(346ac) Machine Learning and Computational Simulation Aided Design of Antibacterial Oligothioetheramides

Oligothioethermamides are novel molecules developed to combat the rising crisis of antibiotic resistance. Their antibacterial properties present similarly as antibacterial peptides, and thus they have similar factors that affect their activity and toxicity, namely the backbone hydrophobicity and cationic charge. Our atomistic simulations investigating into two isomeric oligothioetheramides, with the same cationic charge and hydrophobicity have shown that the binding of these oligomers to the surface of lipid bilayers could be a suitable candidate for an objective function that could then be used to aide in their design.
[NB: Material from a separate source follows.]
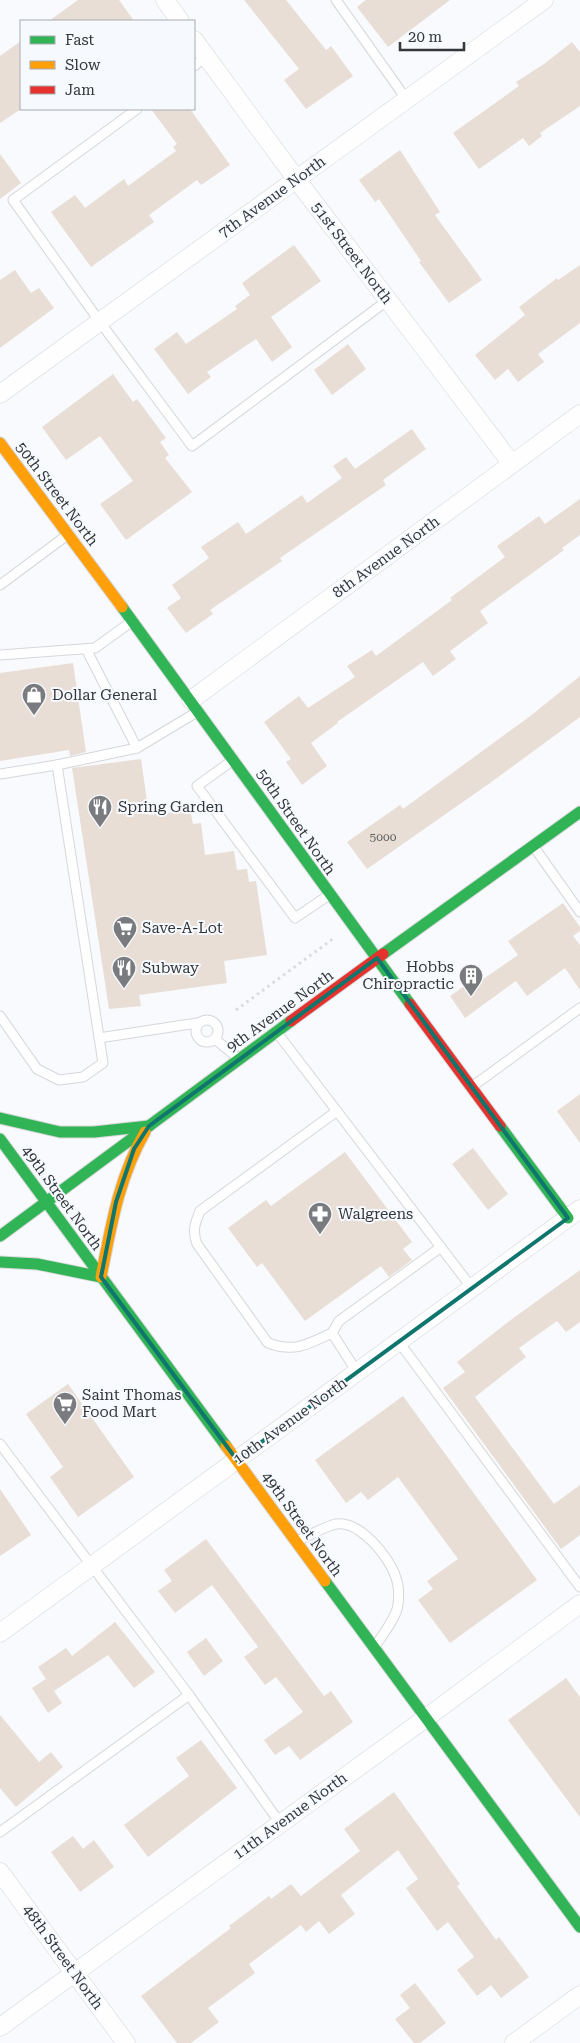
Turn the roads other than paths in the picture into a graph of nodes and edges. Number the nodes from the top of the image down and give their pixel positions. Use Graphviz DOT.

Oligothioethermaides have the added advantage of allowing greater control over the backbone sequence, and thus pose a large combinatorial problem that involves exploring the sequence space occupied by the backbone sequence of these oligomers. We have performed coarse-grained simulations in tandem with applying Bayesian optimization to optimize the activity of these molecules and provide suitable candidates for experimentalists. We have also used Support Vector Machines to train on data available in databases for antibacterial peptides. By developing similar data for the combinatorial space of oligothioethermides by mapping and extracting similar parameters, we applied the trained machine on this unexplored space to categorize the oligomers. We thus compared the candidates provided by these two machine learning techniques to measure the performance of our objective function.